▶ **What is being asked**
Copy all lines in the data that contain the string "filter".

***** Data for analysis

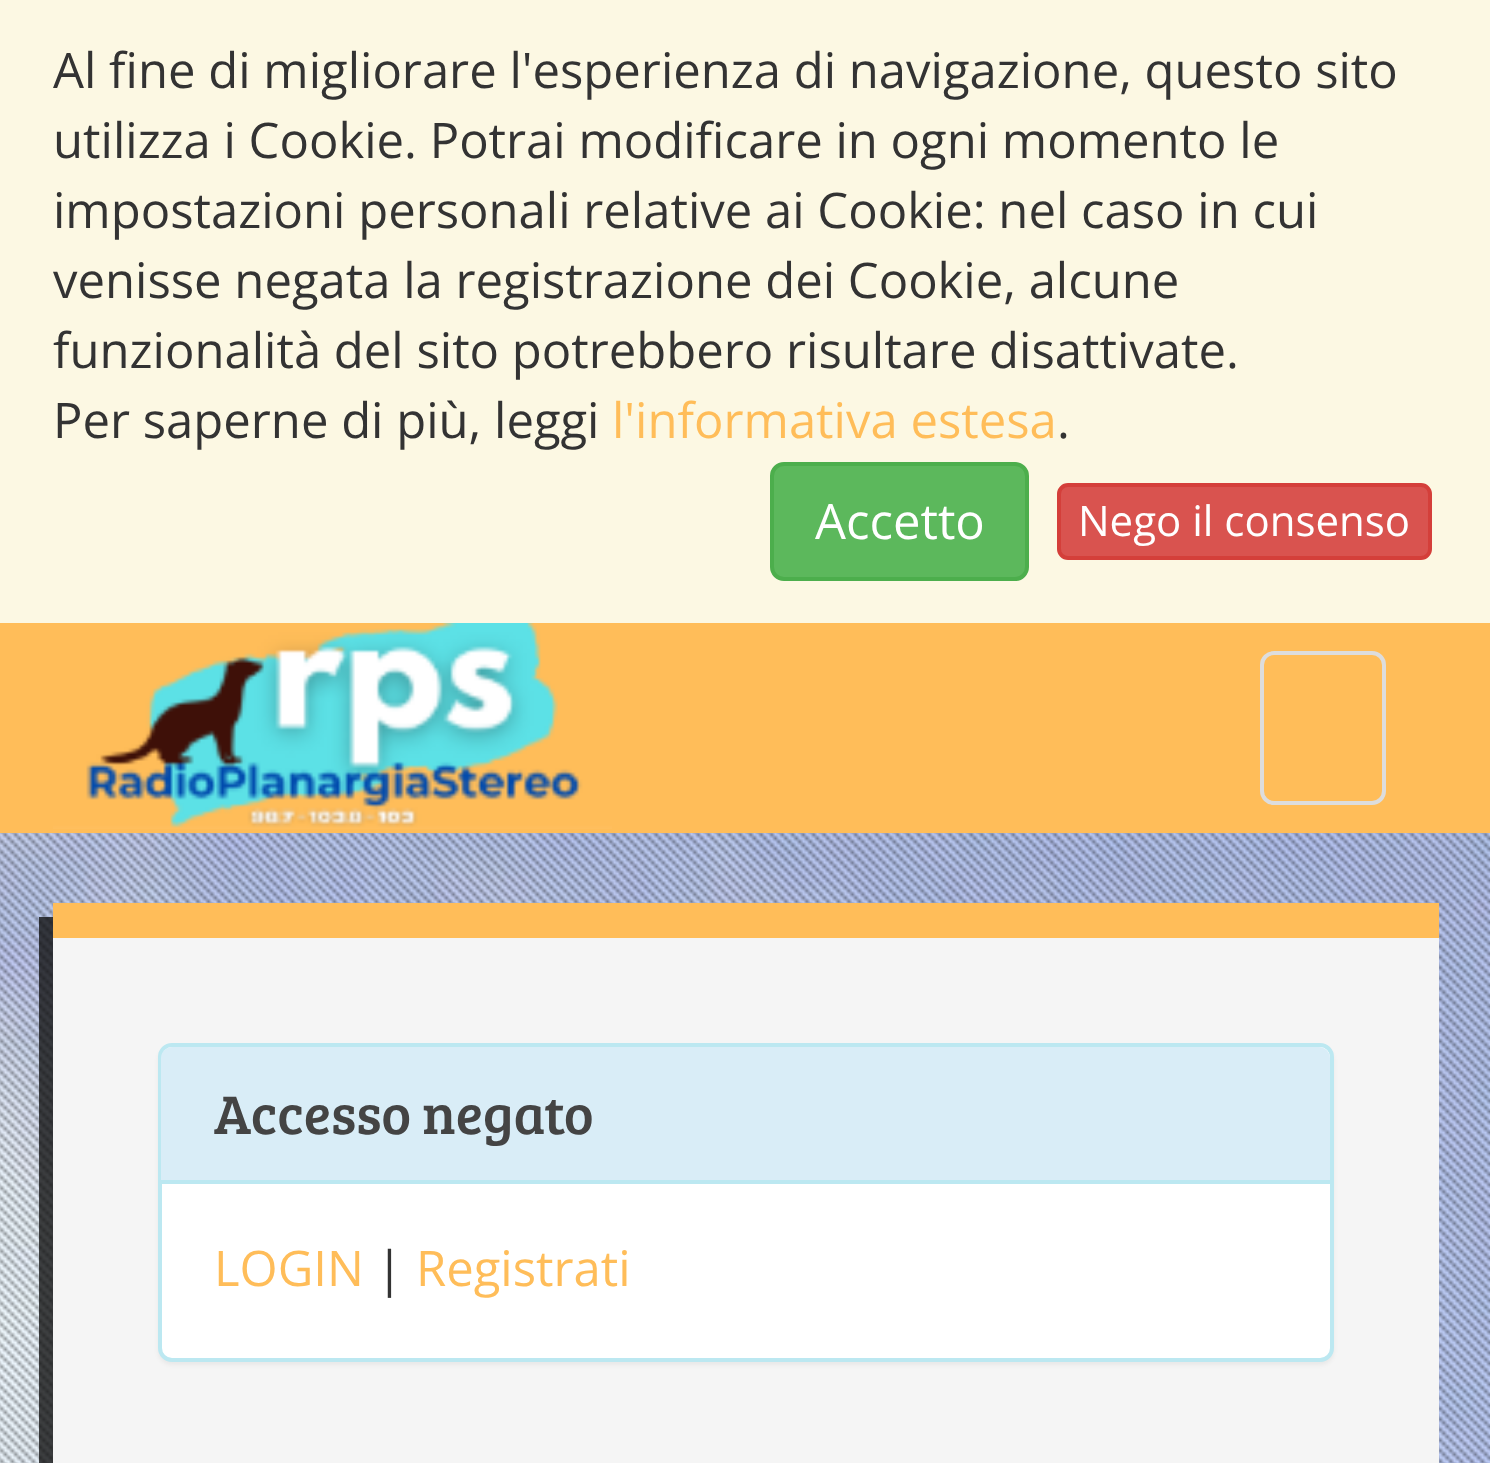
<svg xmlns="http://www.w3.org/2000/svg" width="1490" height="1463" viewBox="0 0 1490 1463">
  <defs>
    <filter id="blur1" x="-50%" y="-200%" width="200%" height="500%"><feGaussianBlur stdDeviation="2"/></filter>
  </defs>
  <rect width="100%" height="100%" fill="#ffffff"/>
  <image x="0" y="833" width="1490" height="630" href="img1.png"/>
  <rect x="0" y="0" width="1490" height="623" fill="#fcf8e3"/>
  <text x="53" y="88" font-family="Open Sans" font-size="49" fill="#333333">Al fine di migliorare l'esperienza di navigazione, questo sito</text>
  <text x="53" y="158" font-family="Open Sans" font-size="49" fill="#333333">utilizza i Cookie. Potrai modificare in ogni momento le</text>
  <text x="53" y="228" font-family="Open Sans" font-size="49" fill="#333333">impostazioni personali relative ai Cookie: nel caso in cui</text>
  <text x="53" y="298" font-family="Open Sans" font-size="49" fill="#333333">venisse negata la registrazione dei Cookie, alcune</text>
  <text x="53" y="368" font-family="Open Sans" font-size="49" fill="#333333">funzionalità del sito potrebbero risultare disattivate.</text>
  <text x="53" y="438" font-family="Open Sans" font-size="49" fill="#333333">Per saperne di più, leggi</text>
  <text x="612" y="438" font-family="Open Sans" font-size="49" fill="#ffbd59">l'informativa estesa</text>
  <text x="1057" y="438" font-family="Open Sans" font-size="49" fill="#333333">.</text>
  <rect x="772" y="464" width="255" height="115" rx="12" fill="#5cb85c" stroke="#4cae4c" stroke-width="4"/>
  <text x="815" y="539" font-family="Open Sans" font-size="49" fill="#ffffff">Accetto</text>
  <rect x="1059" y="485" width="371" height="73" rx="9" fill="#d9534f" stroke="#d43f3a" stroke-width="4"/>
  <text x="1078" y="536" font-family="Open Sans" font-size="42" fill="#ffffff">Nego il consenso</text>
  <rect x="0" y="623" width="1490" height="210" fill="#ffbd59"/>
  <image x="53" y="623" width="559" height="206" href="img2.png"/>
  <rect x="1262" y="653" width="122" height="150" rx="12" fill="none" stroke="#dddddd" stroke-width="4"/>
  <image x="0" y="833" width="1490" height="630" href="img3.png"/>
  <rect x="39" y="917" width="14" height="546" fill="#111111" fill-opacity="0.8"/>
  <rect x="53" y="938" width="1386" height="525" fill="#f5f5f5"/>
  <rect x="53" y="903" width="1386" height="35" fill="#ffbd59"/>
  <rect x="158" y="1047" width="1176" height="318" rx="14" fill="#000000" fill-opacity="0.05" filter="url(#blur1)"/>
  <rect x="160" y="1045" width="1172" height="315" rx="12" fill="#ffffff" stroke="#bce8f1" stroke-width="4"/>
  <path d="M172 1047H1319C1325 1047 1330 1052 1330 1058V1183H161V1058C161 1052 166 1047 172 1047Z" fill="#d9edf7"/>
  <rect x="161" y="1180" width="1169" height="4" fill="#bce8f1"/>
  <text x="214" y="1134" font-family="Bree Serif" font-size="56" fill="#444444">Accesso negato</text>
  <text x="214" y="1286" font-family="Open Sans" font-size="49" fill="#ffbd59">LOGIN</text>
  <text x="376" y="1286" font-family="Open Sans" font-size="49" fill="#333333">|</text>
  <text x="416" y="1286" font-family="Open Sans" font-size="49" fill="#ffbd59">Registrati</text>
</svg>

**********

▶ **Exercise result**
    <filter id="blur1" x="-50%" y="-200%" width="200%" height="500%"><feGaussianBlur stdDeviation="2"/></filter>
  <rect x="158" y="1047" width="1176" height="318" rx="14" fill="#000000" fill-opacity="0.05" filter="url(#blur1)"/>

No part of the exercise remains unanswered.